Work order: Where a line of the data below has the string "Λέσβου", copy that line.

(Stored dataset items)
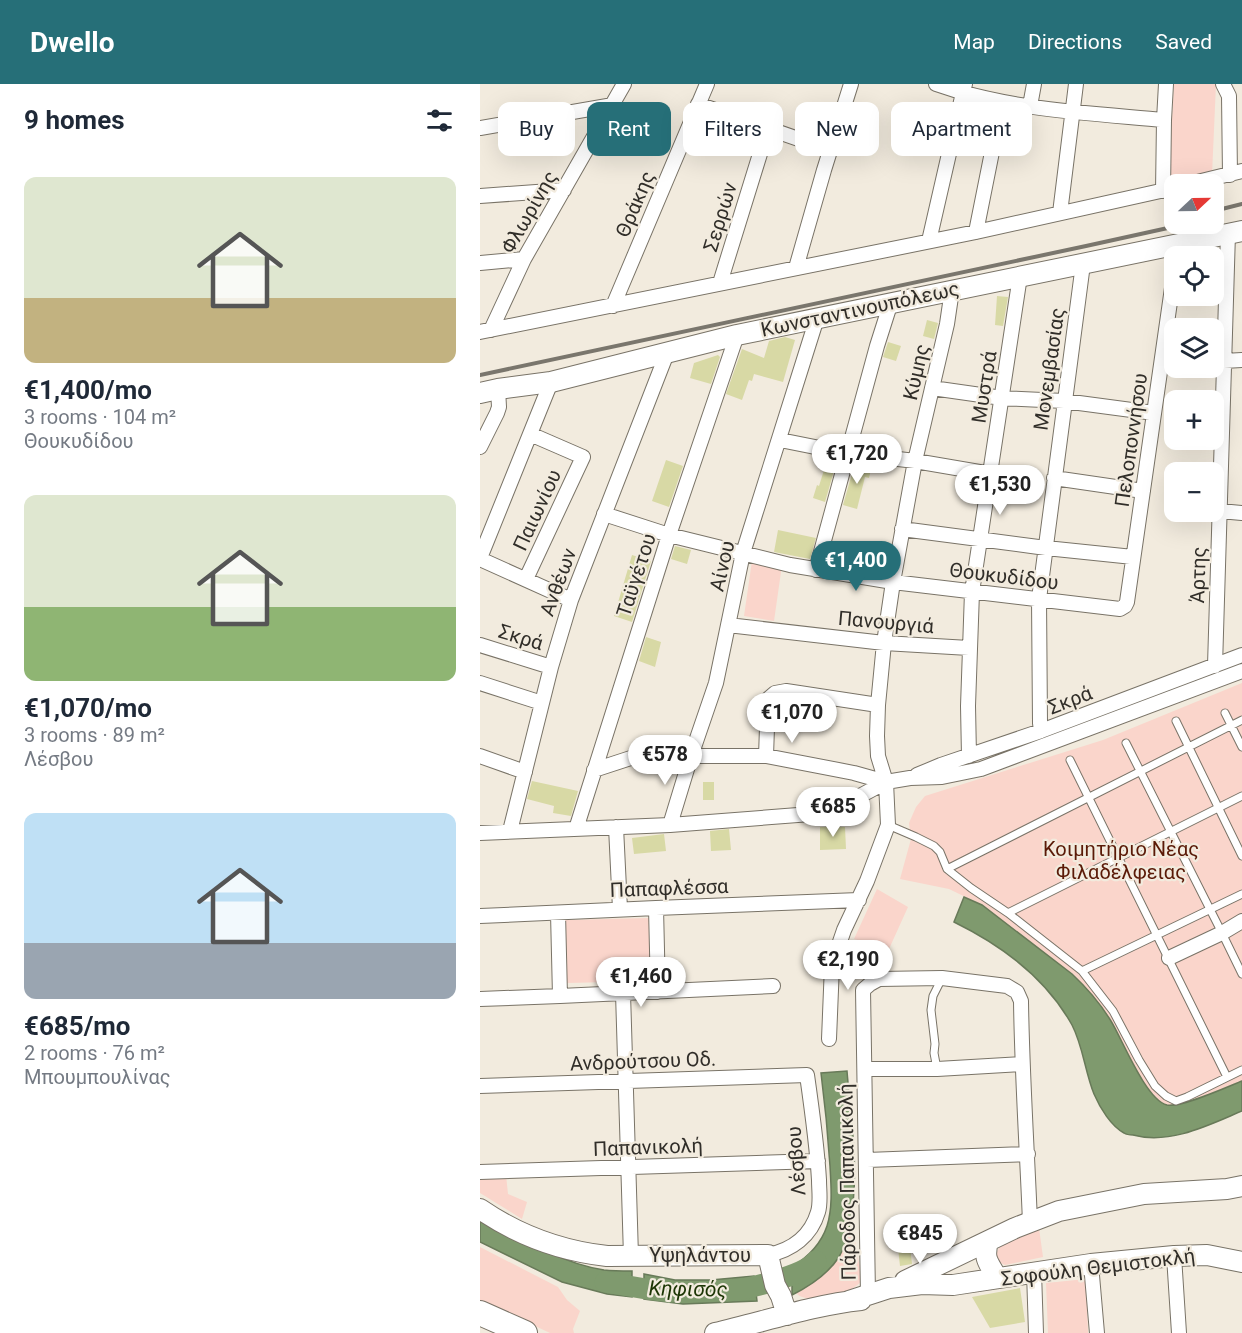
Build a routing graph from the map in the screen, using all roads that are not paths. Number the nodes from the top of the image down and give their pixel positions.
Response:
1 (624, 84) edge
2 (707, 84) edge
3 (851, 84) edge
4 (936, 84) edge
5 (1034, 84) edge
6 (1076, 84) edge
7 (1166, 84) edge
8 (1223, 84) edge
9 (964, 89) edge
10 (615, 102) edge
11 (699, 102) edge
12 (845, 102) edge
13 (1002, 102) edge
14 (1031, 102) edge
15 (1032, 106) edge
16 (587, 109) edge
17 (1072, 111) junction
18 (1164, 120) junction
19 (480, 128) edge
20 (683, 140) edge
21 (587, 150) edge
22 (759, 156) edge
23 (828, 156) edge
24 (991, 156) edge
25 (1236, 173) edge
26 (1168, 174) edge
27 (564, 190) junction
28 (1164, 190) edge
29 (480, 196) edge
30 (1060, 213) junction
31 (976, 232) junction
32 (1235, 232) edge
33 (929, 241) junction
34 (1191, 246) edge
35 (1164, 252) edge
36 (524, 260) junction
37 (480, 263) edge
38 (1083, 264) junction
39 (796, 268) junction
40 (1020, 276) junction
41 (720, 284) junction
42 (952, 290) junction
43 (891, 302) junction
44 (613, 306) junction
45 (1169, 306) edge
46 (817, 318) junction
47 (485, 331) edge
48 (737, 335) junction
49 (667, 353) junction
50 (1242, 360) edge
51 (1224, 361) joint
52 (1224, 378) edge
53 (551, 382) junction
54 (932, 388) junction
55 (489, 391) edge
56 (1002, 398) junction
57 (1064, 401) junction
58 (1154, 413) junction
59 (530, 434) junction
60 (780, 440) junction
61 (480, 447) edge
62 (820, 448) dead end
63 (849, 453) junction
64 (915, 461) junction
65 (1221, 462) edge
66 (991, 474) junction
67 (1054, 478) junction
68 (1143, 491) junction
69 (1224, 512) edge
70 (1242, 513) edge
71 (604, 514) junction
72 (1220, 522) edge
73 (902, 529) junction
74 (669, 535) junction
75 (980, 540) junction
76 (1046, 548) junction
77 (743, 553) junction
78 (1133, 557) junction
79 (480, 558) edge
80 (816, 570) junction
81 (525, 579) junction
82 (893, 582) junction
83 (972, 592) junction
84 (1039, 599) junction
85 (571, 600) junction
86 (1120, 609) joint
87 (728, 625) junction
88 (884, 643) junction
89 (480, 645) edge
90 (969, 648) junction
91 (1242, 655) edge
92 (1215, 666) junction
93 (551, 667) junction
94 (1242, 672) edge
95 (480, 683) edge
96 (542, 704) junction
97 (878, 705) junction
98 (1225, 713) dead end
99 (1242, 720) edge
100 (1176, 721) dead end
101 (1231, 726) junction
102 (1041, 731) junction
103 (1126, 743) dead end
104 (1188, 747) junction
105 (1242, 747) edge
106 (480, 756) edge
107 (691, 756) junction
108 (766, 756) junction
109 (969, 756) junction
110 (1070, 760) dead end
111 (594, 770) junction
112 (1140, 771) junction
113 (525, 772) junction
114 (910, 778) junction
115 (886, 782) junction
116 (1242, 796) edge
117 (1088, 798) junction
118 (1219, 808) junction
119 (670, 825) junction
120 (888, 825) junction
121 (616, 827) junction
122 (576, 830) junction
123 (510, 831) junction
124 (1171, 831) junction
125 (480, 833) edge
126 (1242, 856) edge
127 (1118, 858) junction
128 (947, 869) junction
129 (1242, 894) edge
130 (859, 900) junction
131 (656, 908) junction
132 (620, 909) junction
133 (1210, 910) junction
134 (558, 913) junction
135 (1008, 913) junction
136 (480, 916) edge
137 (1242, 921) edge
138 (1222, 933) junction
139 (1156, 936) junction
140 (1169, 958) junction
141 (1082, 971) junction
142 (1242, 974) edge
143 (942, 978) junction
144 (773, 986) dead end
145 (658, 992) junction
146 (623, 993) junction
147 (560, 996) junction
148 (480, 999) edge
149 (829, 1039) dead end
150 (1022, 1064) junction
151 (865, 1069) junction
152 (937, 1069) junction
153 (1242, 1070) edge
154 (807, 1075) joint
155 (1227, 1077) junction
156 (626, 1081) junction
157 (480, 1086) edge
158 (1028, 1154) junction
159 (867, 1160) junction
160 (818, 1161) junction
161 (628, 1168) junction
162 (480, 1173) edge
163 (1237, 1189) edge
164 (480, 1209) edge
165 (1030, 1222) junction
166 (988, 1241) junction
167 (967, 1251) junction
168 (631, 1256) junction
169 (1174, 1256) junction
170 (1242, 1262) edge
171 (1091, 1264) junction
172 (1034, 1272) junction
173 (998, 1278) junction
174 (973, 1282) junction
175 (953, 1285) junction
176 (889, 1288) junction
177 (776, 1291) junction
178 (868, 1295) junction
179 (849, 1302) junction
180 (480, 1313) edge
181 (525, 1333) edge
182 (715, 1333) edge
183 (1036, 1333) edge
184 (1097, 1333) edge
185 (1179, 1333) edge

1 - 10 street, Φλωρίνης
2 - 11 street, Θράκης
3 - 12 street
4 - 9 street
5 - 14 street
6 - 17 street
7 - 18 street
8 - 25 street
9 - 13 street
9 - 33 street
15 - 17 street
16 - 19 street
17 - 18 street
17 - 30 street
18 - 26 street
20 - 44 street, Θράκης
21 - 27 street, Φλωρίνης
22 - 41 street, Σερρών
23 - 39 street
24 - 31 street
27 - 29 street
27 - 36 street, Φλωρίνης
28 - 30 street
30 - 31 street
31 - 33 street
32 - 34 main road, Κωνσταντινουπόλεως
32 - 51 street, Άρτης
33 - 39 street
35 - 38 main road, Κωνσταντινουπόλεως
36 - 37 street
36 - 47 street, Φλωρίνης
38 - 40 main road, Κωνσταντινουπόλεως
38 - 57 street, Μονεμβασίας
39 - 41 street
40 - 42 main road, Κωνσταντινουπόλεως
40 - 56 street, Μυστρά
41 - 44 street
42 - 43 main road, Κωνσταντινουπόλεως
42 - 54 street, Κύμης
43 - 46 main road, Κωνσταντινουπόλεως
43 - 63 street
44 - 47 street
45 - 58 street, Πελοποννήσου
46 - 48 main road, Κωνσταντινουπόλεως
46 - 60 street, Αίνου
48 - 49 main road, Κωνσταντινουπόλεως
48 - 74 street, Ταϋγέτου
49 - 53 main road, Κωνσταντινουπόλεως
49 - 71 street, Ανθέων
50 - 51 street
52 - 65 street, Άρτης
53 - 55 main road, Κωνσταντινουπόλεως
53 - 59 street
54 - 56 street
54 - 64 street, Κύμης
55 - 61 street
56 - 57 street
56 - 66 street, Μυστρά
57 - 58 street
57 - 67 street, Μονεμβασίας
58 - 68 street, Πελοποννήσου
59 - 79 street
59 - 81 street, Παιωνίου
60 - 62 street
60 - 77 street, Αίνου
63 - 64 street
63 - 80 street
64 - 66 street
64 - 73 street, Κύμης
66 - 75 street, Μυστρά
67 - 68 street
67 - 76 street, Μονεμβασίας
68 - 78 street, Πελοποννήσου
69 - 70 street
71 - 74 street, Θουκυδίδου
71 - 85 street, Ανθέων
72 - 92 street, Άρτης
73 - 75 street
73 - 82 street, Κύμης
74 - 77 street, Θουκυδίδου
74 - 111 street, Ταϋγέτου
75 - 76 street
75 - 83 street, Μυστρά
76 - 78 street
76 - 84 street, Μονεμβασίας
77 - 80 street, Θουκυδίδου
77 - 87 street, Αίνου
78 - 86 street, Πελοποννήσου
79 - 81 street
80 - 82 street, Θουκυδίδου
81 - 85 street
82 - 83 street, Θουκυδίδου
82 - 88 street, Κύμης
83 - 84 street, Θουκυδίδου
83 - 90 street, Μυστρά
84 - 86 street, Θουκυδίδου
84 - 102 street, Μονεμβασίας
85 - 93 street, Ανθέων
87 - 88 street, Πανουργιά
87 - 107 street, Αίνου
88 - 90 street, Πανουργιά
88 - 97 street, Κύμης
89 - 93 street, Σκρά
90 - 109 street, Μυστρά
91 - 92 street, Σκρά
92 - 102 street, Σκρά
93 - 96 street, Ανθέων
94 - 114 street, Σκρά
95 - 96 street
96 - 113 street, Ανθέων
97 - 108 street
97 - 115 street, Κύμης
98 - 101 lane
99 - 101 lane
100 - 104 lane
101 - 104 lane
101 - 105 lane
102 - 109 street, Σκρά
103 - 112 lane
104 - 112 lane
104 - 118 lane
106 - 113 street
107 - 108 street
107 - 111 street
107 - 119 street, Αίνου
108 - 115 street
109 - 114 street, Σκρά
110 - 117 lane
111 - 122 street, Ταϋγέτου
112 - 117 lane
112 - 124 lane
113 - 123 street, Ανθέων
114 - 115 street, Σκρά
115 - 119 street
115 - 120 street
116 - 118 lane
117 - 127 lane
117 - 128 lane
118 - 124 lane
118 - 126 lane
119 - 121 street
120 - 128 lane
120 - 130 street
121 - 122 street
121 - 132 street
122 - 123 street
123 - 125 street
124 - 127 lane
124 - 133 lane
127 - 135 lane
127 - 139 lane
128 - 135 lane
129 - 133 lane
130 - 131 street, Παπαφλέσσα
130 - 149 street
131 - 132 street, Παπαφλέσσα
131 - 145 street
132 - 134 street, Παπαφλέσσα
133 - 138 lane
133 - 139 lane
134 - 136 street, Παπαφλέσσα
134 - 147 street
135 - 141 lane
137 - 138 street
138 - 140 street
138 - 142 lane
139 - 140 lane
139 - 141 lane
140 - 155 lane
141 - 155 lane
143 - 150 street
143 - 151 street, Πάροδος Παπανικολή
143 - 152 lane
144 - 145 street
145 - 146 street
146 - 147 street
146 - 156 street
147 - 148 street
150 - 152 street
150 - 158 street
151 - 152 street
151 - 159 street, Πάροδος Παπανικολή
153 - 155 lane
154 - 156 street, Ανδρούτσου Οδ.
154 - 160 street, Λέσβου
156 - 157 street, Ανδρούτσου Οδ.
156 - 161 street
158 - 159 street
158 - 165 street
159 - 178 street, Πάροδος Παπανικολή
160 - 161 street, Παπανικολή
160 - 177 street, Λέσβου
161 - 162 street, Παπανικολή
161 - 168 street
163 - 165 main road
164 - 168 main road, Υψηλάντου
165 - 166 main road
166 - 167 main road
166 - 173 main road
167 - 174 main road
167 - 176 main road
168 - 177 main road, Υψηλάντου
169 - 170 main road, Σοφούλη Θεμιστοκλή
169 - 171 main road, Σοφούλη Θεμιστοκλή
169 - 185 street
171 - 172 main road, Σοφούλη Θεμιστοκλή
171 - 184 street
172 - 173 main road, Σοφούλη Θεμιστοκλή
172 - 183 street
173 - 174 main road, Σοφούλη Θεμιστοκλή
174 - 175 main road, Σοφούλη Θεμιστοκλή
175 - 176 main road, Σοφούλη Θεμιστοκλή
175 - 179 main road, Σοφούλη Θεμιστοκλή
176 - 178 main road, Σοφούλη Θεμιστοκλή
177 - 179 main road
177 - 182 main road
178 - 179 main road, Σοφούλη Θεμιστοκλή
180 - 181 highway

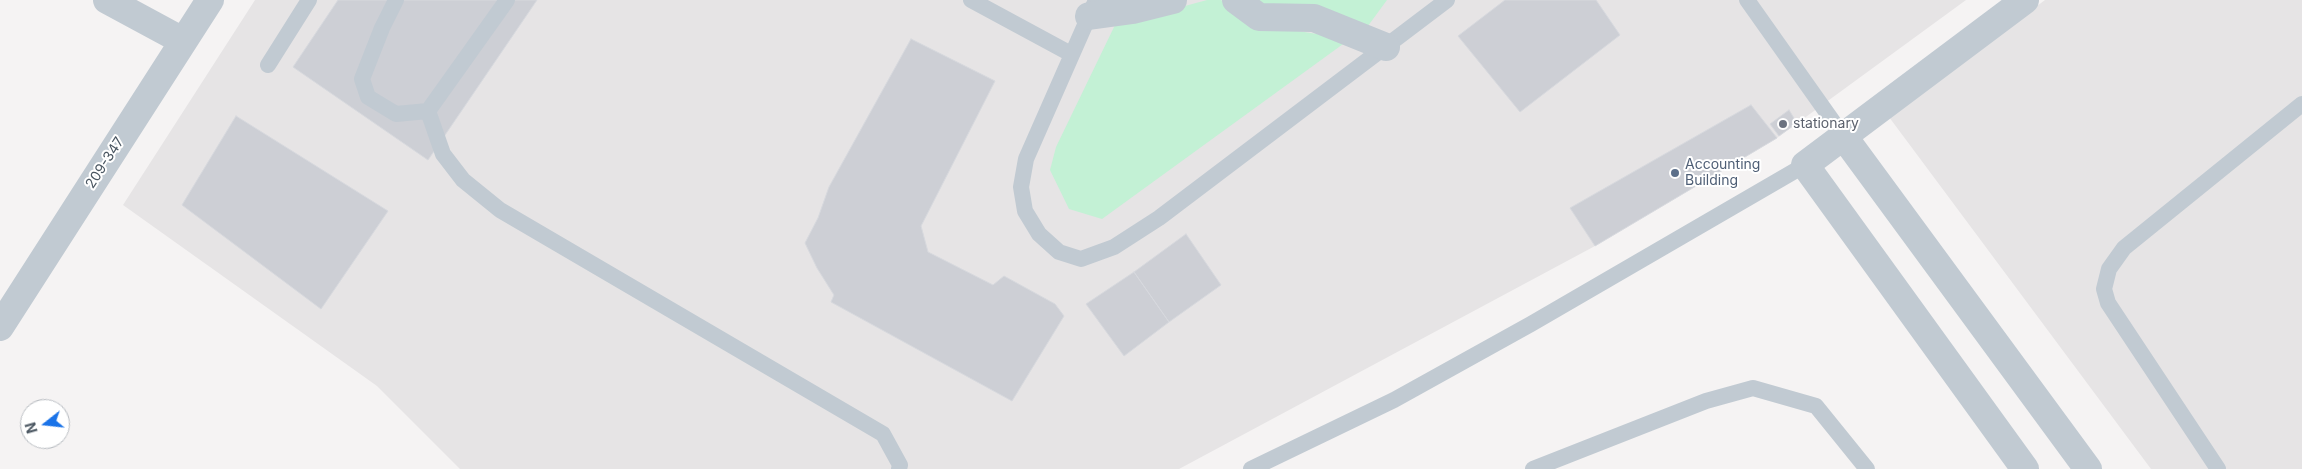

Written solution:
154 - 160 street, Λέσβου
160 - 177 street, Λέσβου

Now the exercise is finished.